American college basketball season

The 1943–44 Georgia Bulldogs basketball team represented the University of Georgia as a member of the Southeastern Conference (SEC) during the 1943–44 NCAA men's basketball season. Led by seventh-year head coach Elmer A. Lampe, the Bulldogs compiled an overall record of 7–10 with a mark of 0–2 in conference play, placing third in the SEC. The team captain was Edgar Bratton.

==Schedule==

| Date time, TV | Opponent | Result | Record | Site city, state |
| 1/7/1944 | Lawson General Hospital | W 44-43 | 1–0 | Athens, GA |
| 1/10/1944 | at Clemson | W 44-40 | 2–0 |  |
| 1/14/1944 | at Georgia Med.

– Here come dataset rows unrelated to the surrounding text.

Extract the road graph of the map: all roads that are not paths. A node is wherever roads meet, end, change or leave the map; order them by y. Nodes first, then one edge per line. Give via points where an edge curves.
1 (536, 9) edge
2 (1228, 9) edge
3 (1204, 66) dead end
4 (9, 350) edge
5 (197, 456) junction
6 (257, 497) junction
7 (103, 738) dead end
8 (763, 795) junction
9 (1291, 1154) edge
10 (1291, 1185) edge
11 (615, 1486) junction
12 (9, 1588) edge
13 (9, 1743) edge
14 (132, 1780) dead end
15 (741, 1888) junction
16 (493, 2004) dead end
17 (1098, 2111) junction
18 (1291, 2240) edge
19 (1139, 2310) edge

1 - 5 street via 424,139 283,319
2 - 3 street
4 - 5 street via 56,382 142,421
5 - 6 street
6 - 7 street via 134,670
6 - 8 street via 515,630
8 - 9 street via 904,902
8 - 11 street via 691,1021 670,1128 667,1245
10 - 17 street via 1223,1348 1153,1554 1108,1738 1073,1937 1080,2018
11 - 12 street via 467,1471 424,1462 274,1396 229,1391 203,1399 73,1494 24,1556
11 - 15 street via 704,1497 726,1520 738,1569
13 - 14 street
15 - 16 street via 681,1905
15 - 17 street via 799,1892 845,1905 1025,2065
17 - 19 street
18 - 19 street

School | W 38-30 | 3–0 |  |
| 1/19/1944 | Clemson | W 52-31 | 4–0 | Athens, GA |
| 1/21/1944 | at Robins Field | L 42-54 | 4–1 |  |
| 1/24/1944 | at Mercer | L 44-57 | 4–2 |  |
| 1/25/1944 | Mercer | L 48-54 | 4–3 | Athens, GA |
| 1/29/1944 | South Carolina | L 48-64 | 4–4 | Athens, GA |
| 1/31/1944 | A.S.T.P. | L 25-37 | 4–5 | Athens, GA |
| 2/1/1944 | at South Carolina | L 35-67 | 4–6 |  |
| 2/5/1944 | at Lawson General Hospital | W 40-36 | 5–6 |  |
| 2/9/1944 | Robins Field | W 48-43 | 6–6 | Athens, GA |
| 2/12/1944 | Georgia Tech | L 39-42 | 6–7 | Athens, GA |
| 2/15/1944 | Georgia Medical School | W 54-44 | 7–7 | Athens, GA |
| 2/19/1944 | at Georgia Tech | L 44-71 | 7–8 |  |
| 2/22/1944 | at A.S.T.P. | L 39-71 | 7–9 |  |
| 2/24/1944 | Kentucky | L 29-57 | 7–10 | Athens, GA |
*Non-conference game. (#) Tournament seedings in parentheses.